What to do - Some lines of these records may hold the word "GRANDE"; state how many, using only the number.

Collected data entries
================================

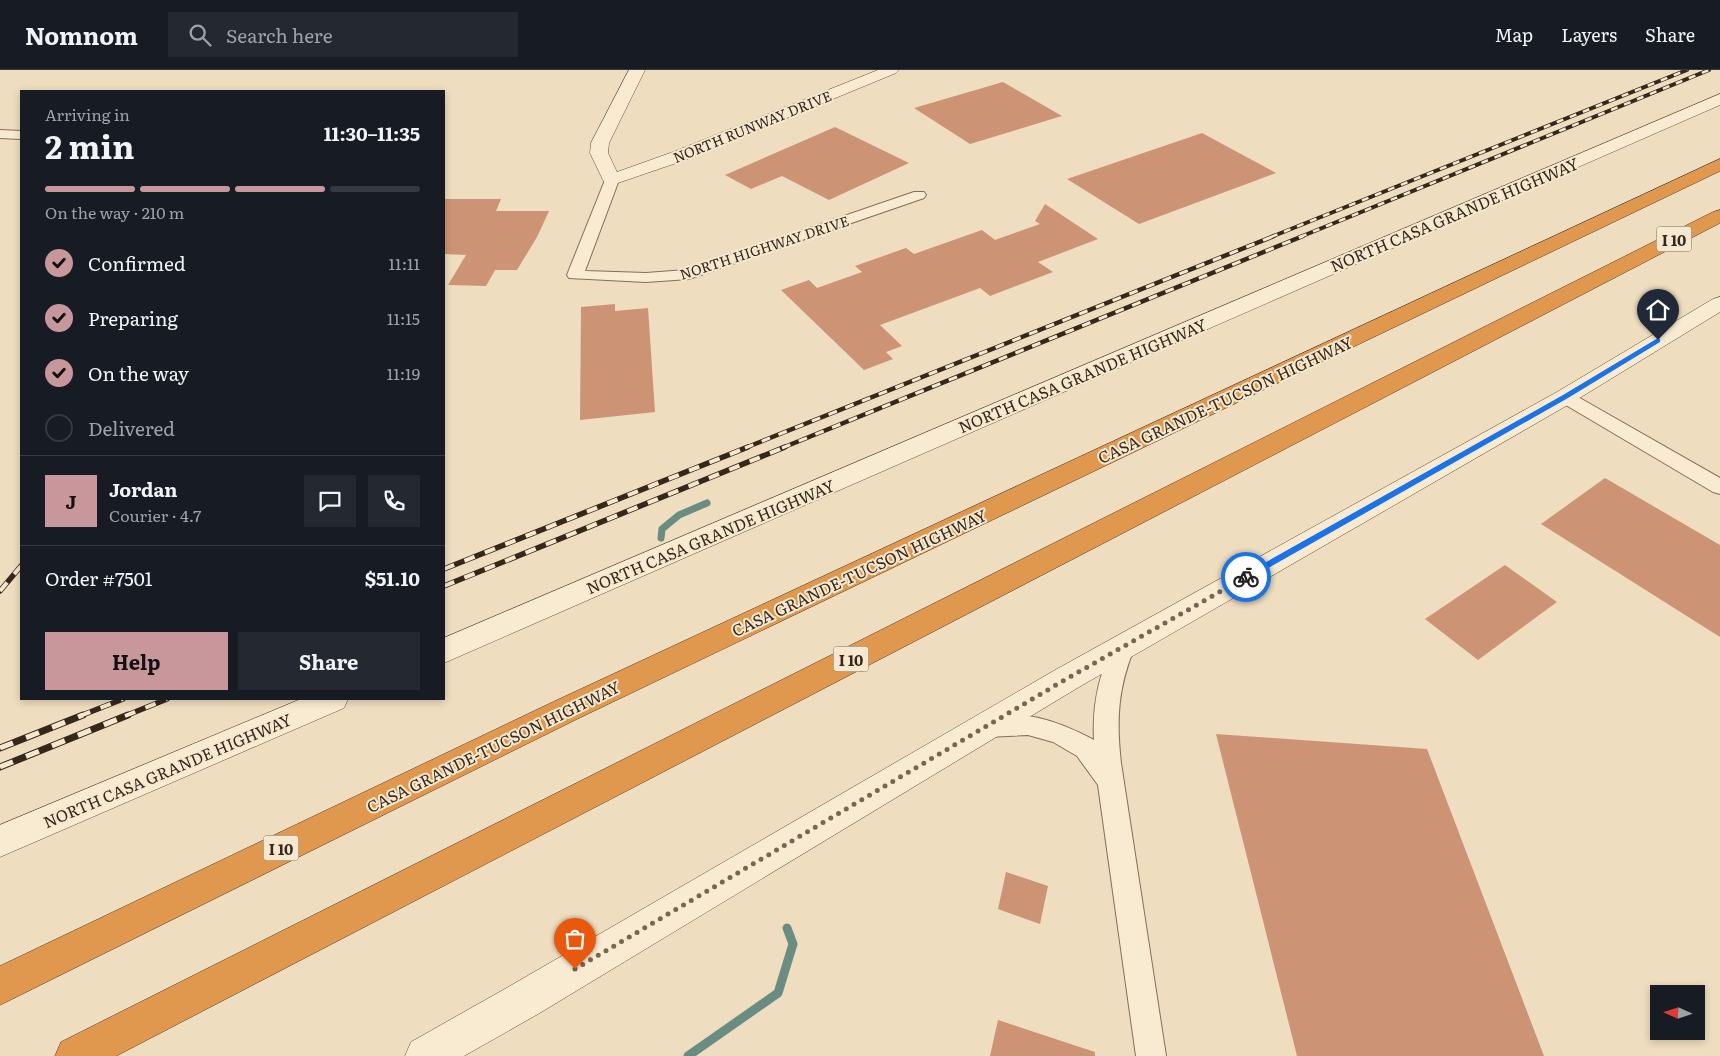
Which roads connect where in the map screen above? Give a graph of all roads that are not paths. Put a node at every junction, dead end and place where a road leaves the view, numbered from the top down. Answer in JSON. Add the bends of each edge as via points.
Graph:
{"nodes":[{"id":1,"x":637,"y":70,"type":"edge"},
{"id":2,"x":891,"y":70,"type":"edge"},
{"id":3,"x":1720,"y":99,"type":"edge"},
{"id":4,"x":0,"y":134,"type":"edge"},
{"id":5,"x":20,"y":135,"type":"edge"},
{"id":6,"x":1720,"y":164,"type":"edge"},
{"id":7,"x":612,"y":180,"type":"junction"},
{"id":8,"x":919,"y":195,"type":"dead end"},
{"id":9,"x":1720,"y":216,"type":"edge"},
{"id":10,"x":1720,"y":302,"type":"edge"},
{"id":11,"x":1565,"y":397,"type":"junction"},
{"id":12,"x":1720,"y":487,"type":"edge"},
{"id":13,"x":1124,"y":646,"type":"junction"},
{"id":14,"x":445,"y":651,"type":"edge"},
{"id":15,"x":331,"y":700,"type":"edge"},
{"id":16,"x":985,"y":727,"type":"junction"},
{"id":17,"x":1110,"y":782,"type":"junction"},
{"id":18,"x":0,"y":841,"type":"edge"},
{"id":19,"x":0,"y":986,"type":"edge"},
{"id":20,"x":75,"y":1056,"type":"edge"},
{"id":21,"x":425,"y":1056,"type":"edge"},
{"id":22,"x":1151,"y":1056,"type":"edge"}],
"edges":[{"from":1,"to":7,"type":"main road","via":[[600,143],[599,153]]},
{"from":2,"to":7,"type":"main road","name":"NORTH RUNWAY DRIVE"},
{"from":3,"to":14,"type":"main road","name":"NORTH CASA GRANDE HIGHWAY"},
{"from":4,"to":5,"type":"street"},
{"from":6,"to":19,"type":"highway","name":"CASA GRANDE-TUCSON HIGHWAY","number":"I 10","via":[[564,711]]},
{"from":7,"to":8,"type":"street","name":"NORTH HIGHWAY DRIVE","via":[[575,275],[674,277],[689,274]]},
{"from":9,"to":20,"type":"highway","number":"I 10"},
{"from":10,"to":11,"type":"main road"},
{"from":11,"to":12,"type":"street"},
{"from":11,"to":13,"type":"main road"},
{"from":13,"to":16,"type":"main road"},
{"from":13,"to":17,"type":"street","via":[[1113,668],[1106,697],[1105,731]]},
{"from":15,"to":18,"type":"main road","name":"NORTH CASA GRANDE HIGHWAY"},
{"from":16,"to":17,"type":"street","via":[[1028,725],[1058,734],[1086,748]]},
{"from":16,"to":21,"type":"main road"},
{"from":17,"to":22,"type":"street"}]}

================================

Exercise answer - 3